After a few iterations we came up with the following implementation proposal:

  • Disable the ability to change votes, only allowed when overriding a delegate’s decision
  • Have a configurable quiet ending period and extension values
  • The only constraint is the quiet ending period cannot be longer than the vote duration
  • There must be a snapshot of the outcome of the vote at the moment the quiet ending period starts
  • Said snapshot will be compared against the outcome at the end of the quiet ending period to decide if it must be extended or not
  • Multiple extensions should be allowed

The following illustration shows how the quiet ending period affects the vote duration together with the overrule window 1, the execution delay 2, and the disputable states 3:

The main takeaway from this illustration is that the quiet ending period shouldn’t be affected by any of the other functionalities, except the case when a vote is challenged before the quiet ending period starts. In this case, the quiet ending period is delayed to ensure the desired amount of time is allocated for the normal voting phase. Additionally, the quiet ending extensions — even if there are multiple extensions — are considered as part of the quiet ending period.

To understand the line of thought we went through to support this version of quiet ending — which we’re calling Rolling Snapshot Quiet Ending — we recommend reviewing the following PRs in order:

  1. Initial quiet ending implementation #1205
  2. Fix quiet ending extension limit #1230
  3. Optimize quiet ending extensions #1234

The other Quiet Ending implementations we considered are versions we call Simple Quiet Ending and Rolling Simple Quiet Ending. In Simple Quiet Ending, there is no snapshot and the vote duration can only be extended once. If the vote outcome is flipped during the quiet ending period, the vote duration is simply extended once, and then the vote ends at the predetermined time. This version is most similar to DAOstack’s quiet ending implementation. Rolling Simple Quiet Ending is the same as Simple Quiet Ending except the vote duration could be extended multiple times until the vote outcome no longer flips during the quiet ending period. We prefer the “Rolling” variation so that the basic “quiet ending” expectation — that the vote will be extended if the outcome is flipped during the quiet ending period — is preserved even if the vote has already been extended once already.

One of the main downsides of the Rolling Snapshot Quiet Ending version we have currently implemented is that even if a vote is flipped once during the quiet ending period, voters won’t know if the vote will be extended until the end of the quiet ending period since the vote could flip back and negate the extension logic. The tradeoff we gain is that in cases where a vote outcome flips multiple times during a quiet ending period, the overall vote duration could be shorter when using this version of quiet ending than when using either Simple or Rolling Simple Quiet Ending (because the vote might not actually be extended if the outcome ends up the same at the end of the quiet ending period as it was at the beginning of the quiet ending period).

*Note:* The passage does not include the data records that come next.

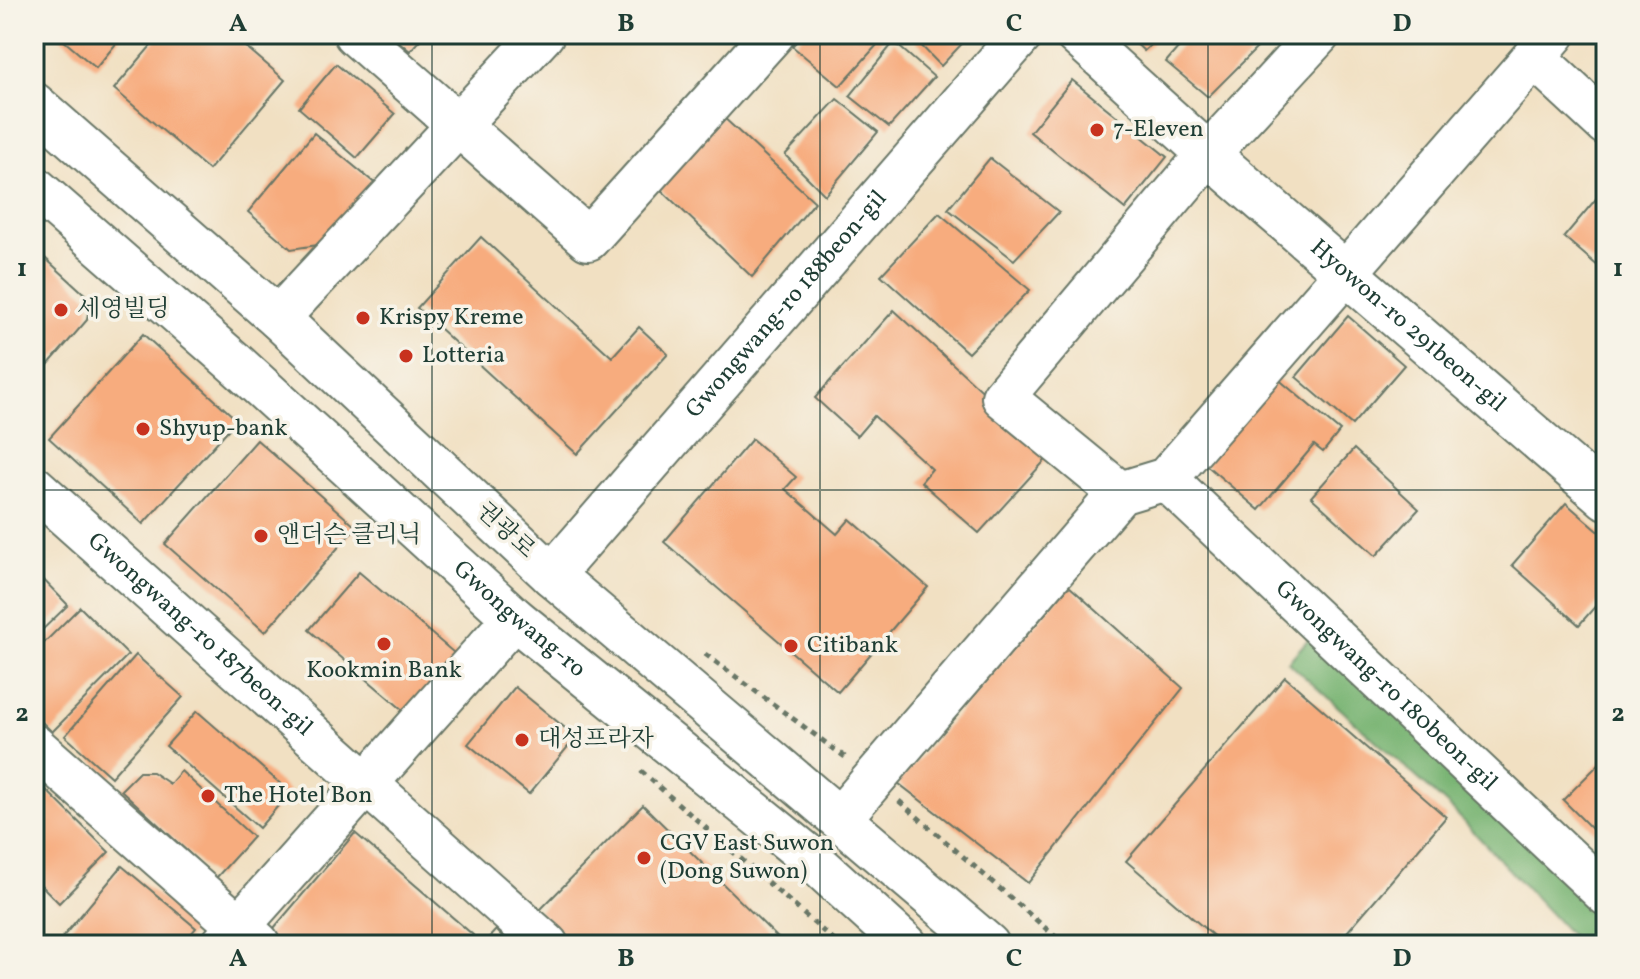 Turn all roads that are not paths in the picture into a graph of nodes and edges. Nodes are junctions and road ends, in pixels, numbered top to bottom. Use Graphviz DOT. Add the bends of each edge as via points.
graph roads {
  1 [pos="355,34"];
  2 [pos="543,34"];
  3 [pos="773,34"];
  4 [pos="1022,34"];
  5 [pos="1076,34"];
  6 [pos="1319,34"];
  7 [pos="1544,46"];
  8 [pos="34,104"];
  9 [pos="459,124"];
  10 [pos="1606,124"];
  11 [pos="1208,154"];
  12 [pos="34,187"];
  13 [pos="1346,273"];
  14 [pos="278,318"];
  15 [pos="1166,479"];
  16 [pos="34,487"];
  17 [pos="1120,493"];
  18 [pos="1606,498"];
  19 [pos="552,575"];
  20 [pos="514,618"];
  21 [pos="34,746"];
  22 [pos="366,783"];
  23 [pos="840,818"];
  24 [pos="1606,894"];
  25 [pos="240,939"];
  26 [pos="547,945"];
  27 [pos="906,945"];
  28 [pos="988,945"];
  1 -- 9 [label="street"];
  2 -- 9 [label="street"];
  3 -- 9 [label="street" via="588,239"];
  4 -- 19 [label="street, Gwongwang-ro 188beon-gil"];
  5 -- 11 [label="street, Hyowon-ro 291beon-gil"];
  6 -- 11 [label="street"];
  7 -- 10 [label="street"];
  7 -- 13 [label="street"];
  8 -- 14 [label="street, 권광로"];
  9 -- 14 [label="street"];
  11 -- 13 [label="street, Hyowon-ro 291beon-gil"];
  11 -- 17 [label="street" via="1003,397"];
  12 -- 20 [label="street, Gwongwang-ro"];
  13 -- 15 [label="street"];
  13 -- 18 [label="street, Hyowon-ro 291beon-gil"];
  14 -- 19 [label="street, 권광로"];
  15 -- 17 [label="street"];
  15 -- 24 [label="street, Gwongwang-ro 180beon-gil"];
  16 -- 22 [label="street, Gwongwang-ro 187beon-gil"];
  17 -- 23 [label="street"];
  19 -- 23 [label="street, 권광로"];
  20 -- 22 [label="street"];
  20 -- 27 [label="street, Gwongwang-ro" via="807,855"];
  21 -- 25 [label="street"];
  22 -- 25 [label="street"];
  22 -- 26 [label="street, Gwongwang-ro 187beon-gil"];
  23 -- 28 [label="street, 권광로"];
} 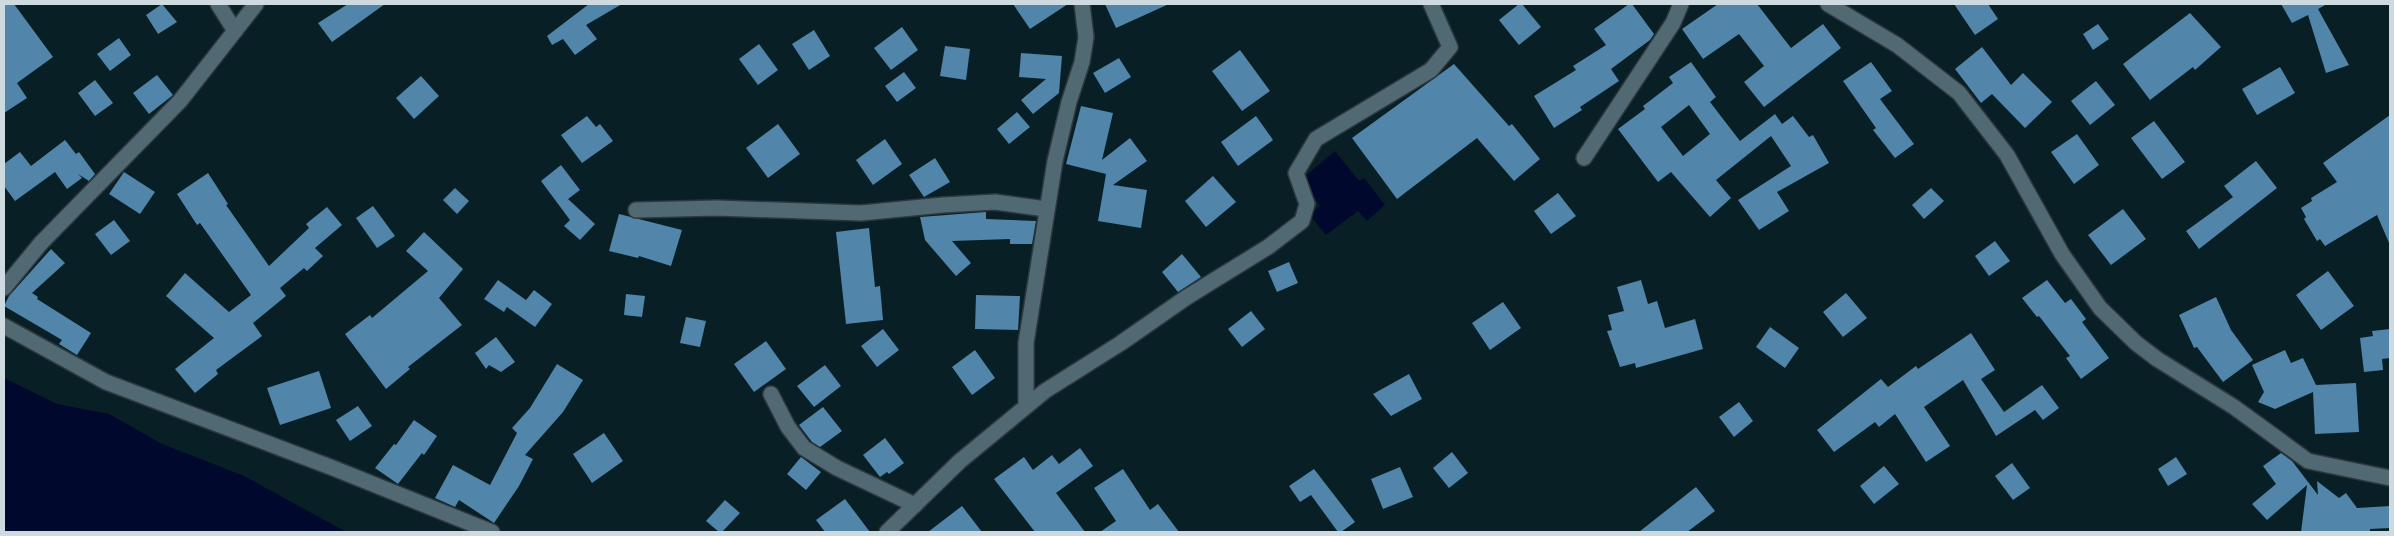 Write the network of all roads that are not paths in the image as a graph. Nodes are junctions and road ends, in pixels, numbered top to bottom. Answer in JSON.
{"nodes":[{"id":1,"x":218,"y":4,"type":"edge"},
{"id":2,"x":256,"y":4,"type":"edge"},
{"id":3,"x":1082,"y":4,"type":"edge"},
{"id":4,"x":1432,"y":4,"type":"edge"},
{"id":5,"x":1681,"y":4,"type":"edge"},
{"id":6,"x":1828,"y":4,"type":"edge"},
{"id":7,"x":235,"y":30,"type":"junction"},
{"id":8,"x":1584,"y":158,"type":"dead end"},
{"id":9,"x":1046,"y":209,"type":"junction"},
{"id":10,"x":636,"y":210,"type":"dead end"},
{"id":11,"x":4,"y":288,"type":"edge"},
{"id":12,"x":4,"y":326,"type":"edge"},
{"id":13,"x":771,"y":394,"type":"dead end"},
{"id":14,"x":1026,"y":406,"type":"junction"},
{"id":15,"x":2390,"y":478,"type":"edge"},
{"id":16,"x":915,"y":505,"type":"junction"},
{"id":17,"x":492,"y":532,"type":"edge"},
{"id":18,"x":887,"y":532,"type":"edge"}],
"edges":[{"from":1,"to":7,"type":"street"},
{"from":2,"to":7,"type":"street"},
{"from":3,"to":9,"type":"street"},
{"from":4,"to":14,"type":"street"},
{"from":5,"to":8,"type":"street"},
{"from":6,"to":15,"type":"street"},
{"from":7,"to":11,"type":"street"},
{"from":9,"to":10,"type":"street"},
{"from":9,"to":14,"type":"street"},
{"from":12,"to":17,"type":"street"},
{"from":13,"to":16,"type":"street"},
{"from":14,"to":16,"type":"street"},
{"from":16,"to":18,"type":"street"}]}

Since this is one of the most sensitive features we are planning to introduce as part of the Disputable Voting app, we wanted to share the technical details and the thought process we went through with the community to solicit feedback before finalizing our implementation. Feel free to join the conversation, and share your thoughts, concerns, or ideas!


  1. Overrule window: This window of time is related to simple voting delegation. The overrule window states the period of time where token holders can override their delegate’s decision.

  2. Execution delay: This concept was introduced to allow votes to have a window of time before they can be executed in case they were accepted by the voters. It’s optional and can be set to zero if it is not needed.

  3. Disputable states: With the introduction of disputable apps, in order to make the Voting app disputable, we needed to support the app to be paused in case a proposal was challenged by a user.